## DATASET RECORDS:
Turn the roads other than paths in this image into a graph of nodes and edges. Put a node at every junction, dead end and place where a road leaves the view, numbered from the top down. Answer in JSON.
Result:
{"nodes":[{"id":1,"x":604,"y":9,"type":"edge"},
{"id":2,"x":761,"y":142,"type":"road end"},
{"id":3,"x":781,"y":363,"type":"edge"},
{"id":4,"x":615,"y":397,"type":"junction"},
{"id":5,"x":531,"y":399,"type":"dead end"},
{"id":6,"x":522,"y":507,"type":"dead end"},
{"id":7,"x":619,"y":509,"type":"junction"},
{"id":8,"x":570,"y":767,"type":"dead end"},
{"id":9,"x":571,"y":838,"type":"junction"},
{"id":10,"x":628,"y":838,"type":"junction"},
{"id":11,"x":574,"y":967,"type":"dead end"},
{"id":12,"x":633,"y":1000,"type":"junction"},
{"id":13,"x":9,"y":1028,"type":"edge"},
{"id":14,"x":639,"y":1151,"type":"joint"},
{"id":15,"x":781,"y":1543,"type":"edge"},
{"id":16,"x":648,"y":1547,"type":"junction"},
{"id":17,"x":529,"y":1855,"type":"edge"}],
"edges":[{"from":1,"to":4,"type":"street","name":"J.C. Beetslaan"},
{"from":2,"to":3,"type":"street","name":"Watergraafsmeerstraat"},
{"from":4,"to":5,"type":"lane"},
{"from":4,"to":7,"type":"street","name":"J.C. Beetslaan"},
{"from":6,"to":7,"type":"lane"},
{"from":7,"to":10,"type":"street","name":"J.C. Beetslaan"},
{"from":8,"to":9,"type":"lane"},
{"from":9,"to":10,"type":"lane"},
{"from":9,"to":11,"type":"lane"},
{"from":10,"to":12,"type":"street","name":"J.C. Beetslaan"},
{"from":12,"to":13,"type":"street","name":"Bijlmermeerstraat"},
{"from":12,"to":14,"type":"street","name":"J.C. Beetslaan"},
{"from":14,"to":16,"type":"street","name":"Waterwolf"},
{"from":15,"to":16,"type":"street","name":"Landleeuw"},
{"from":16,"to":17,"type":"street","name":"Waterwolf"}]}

--

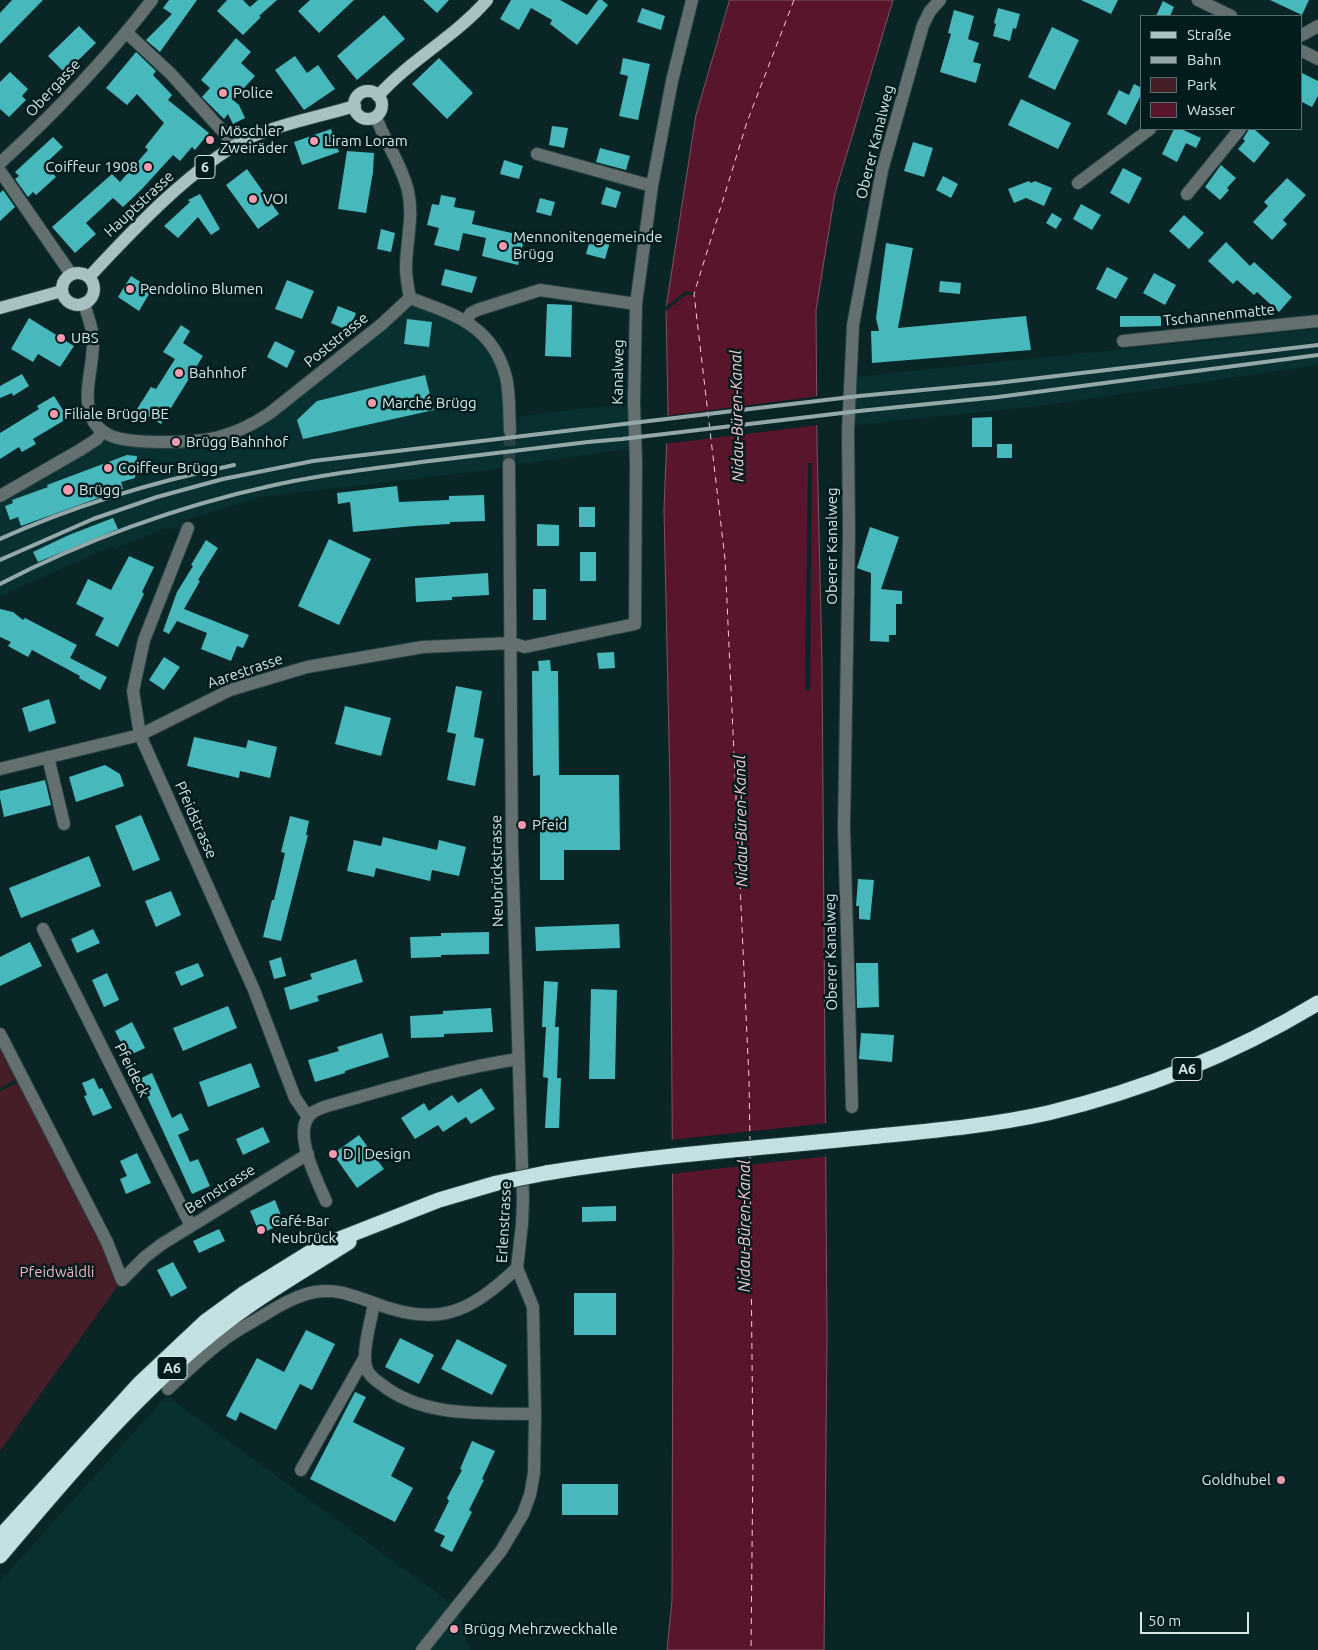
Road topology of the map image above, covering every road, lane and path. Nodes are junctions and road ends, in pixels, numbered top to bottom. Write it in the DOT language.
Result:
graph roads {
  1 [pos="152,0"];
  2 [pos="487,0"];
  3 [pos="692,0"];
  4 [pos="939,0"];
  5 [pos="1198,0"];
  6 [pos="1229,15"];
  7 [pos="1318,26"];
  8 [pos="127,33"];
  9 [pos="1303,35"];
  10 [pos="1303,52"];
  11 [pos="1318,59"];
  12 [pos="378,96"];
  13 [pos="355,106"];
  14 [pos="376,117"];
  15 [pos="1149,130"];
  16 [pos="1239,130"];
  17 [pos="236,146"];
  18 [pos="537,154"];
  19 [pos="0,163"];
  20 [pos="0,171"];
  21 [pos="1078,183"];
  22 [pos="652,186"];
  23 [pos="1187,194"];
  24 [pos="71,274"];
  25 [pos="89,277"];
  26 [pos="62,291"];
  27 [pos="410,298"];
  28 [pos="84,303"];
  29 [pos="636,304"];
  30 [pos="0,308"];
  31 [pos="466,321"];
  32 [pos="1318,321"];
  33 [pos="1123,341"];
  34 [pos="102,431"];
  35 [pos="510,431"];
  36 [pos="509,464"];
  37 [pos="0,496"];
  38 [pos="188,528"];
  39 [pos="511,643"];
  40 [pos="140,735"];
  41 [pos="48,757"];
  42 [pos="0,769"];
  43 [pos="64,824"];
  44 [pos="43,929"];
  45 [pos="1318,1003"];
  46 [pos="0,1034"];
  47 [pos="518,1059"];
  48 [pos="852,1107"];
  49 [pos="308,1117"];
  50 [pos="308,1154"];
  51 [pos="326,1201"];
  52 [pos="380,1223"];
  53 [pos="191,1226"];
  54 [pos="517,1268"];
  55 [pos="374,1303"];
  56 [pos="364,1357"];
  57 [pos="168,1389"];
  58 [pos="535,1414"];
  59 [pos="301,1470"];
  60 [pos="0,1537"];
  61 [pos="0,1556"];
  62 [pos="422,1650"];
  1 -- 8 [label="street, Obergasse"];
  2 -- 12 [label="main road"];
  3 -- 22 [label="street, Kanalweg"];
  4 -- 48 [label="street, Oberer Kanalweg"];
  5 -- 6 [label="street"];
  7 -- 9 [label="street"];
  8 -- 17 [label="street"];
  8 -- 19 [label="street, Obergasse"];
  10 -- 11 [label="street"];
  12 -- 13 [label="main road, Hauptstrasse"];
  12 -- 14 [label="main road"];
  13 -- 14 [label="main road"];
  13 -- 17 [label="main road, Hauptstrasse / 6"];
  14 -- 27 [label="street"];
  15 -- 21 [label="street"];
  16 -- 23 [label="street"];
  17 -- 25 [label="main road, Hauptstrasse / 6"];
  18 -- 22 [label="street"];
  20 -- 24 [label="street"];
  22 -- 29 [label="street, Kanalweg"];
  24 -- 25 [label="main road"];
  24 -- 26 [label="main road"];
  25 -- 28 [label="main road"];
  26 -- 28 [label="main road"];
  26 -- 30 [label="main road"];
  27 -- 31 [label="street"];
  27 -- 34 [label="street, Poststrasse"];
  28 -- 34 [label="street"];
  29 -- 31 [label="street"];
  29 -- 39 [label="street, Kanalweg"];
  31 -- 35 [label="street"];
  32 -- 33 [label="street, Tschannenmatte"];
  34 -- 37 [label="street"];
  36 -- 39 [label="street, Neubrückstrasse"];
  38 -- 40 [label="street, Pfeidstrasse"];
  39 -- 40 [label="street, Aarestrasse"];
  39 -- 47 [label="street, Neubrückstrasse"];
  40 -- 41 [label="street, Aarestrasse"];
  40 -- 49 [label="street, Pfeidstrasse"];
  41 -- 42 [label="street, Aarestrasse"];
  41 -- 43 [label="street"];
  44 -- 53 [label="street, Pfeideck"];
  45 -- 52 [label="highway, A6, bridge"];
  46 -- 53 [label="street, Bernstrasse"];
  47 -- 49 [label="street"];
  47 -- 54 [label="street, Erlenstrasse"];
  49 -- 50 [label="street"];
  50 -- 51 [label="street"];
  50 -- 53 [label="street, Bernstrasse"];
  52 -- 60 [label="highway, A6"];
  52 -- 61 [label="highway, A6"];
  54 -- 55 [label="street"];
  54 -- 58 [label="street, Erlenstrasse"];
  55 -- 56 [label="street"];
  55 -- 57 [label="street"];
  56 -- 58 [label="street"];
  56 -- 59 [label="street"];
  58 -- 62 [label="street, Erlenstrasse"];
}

## EXERCISE GOAL:
Where a line above holds the word "main", copy it.

## COMPLETED TASK:
  2 -- 12 [label="main road"];
  12 -- 13 [label="main road, Hauptstrasse"];
  12 -- 14 [label="main road"];
  13 -- 14 [label="main road"];
  13 -- 17 [label="main road, Hauptstrasse / 6"];
  17 -- 25 [label="main road, Hauptstrasse / 6"];
  24 -- 25 [label="main road"];
  24 -- 26 [label="main road"];
  25 -- 28 [label="main road"];
  26 -- 28 [label="main road"];
  26 -- 30 [label="main road"];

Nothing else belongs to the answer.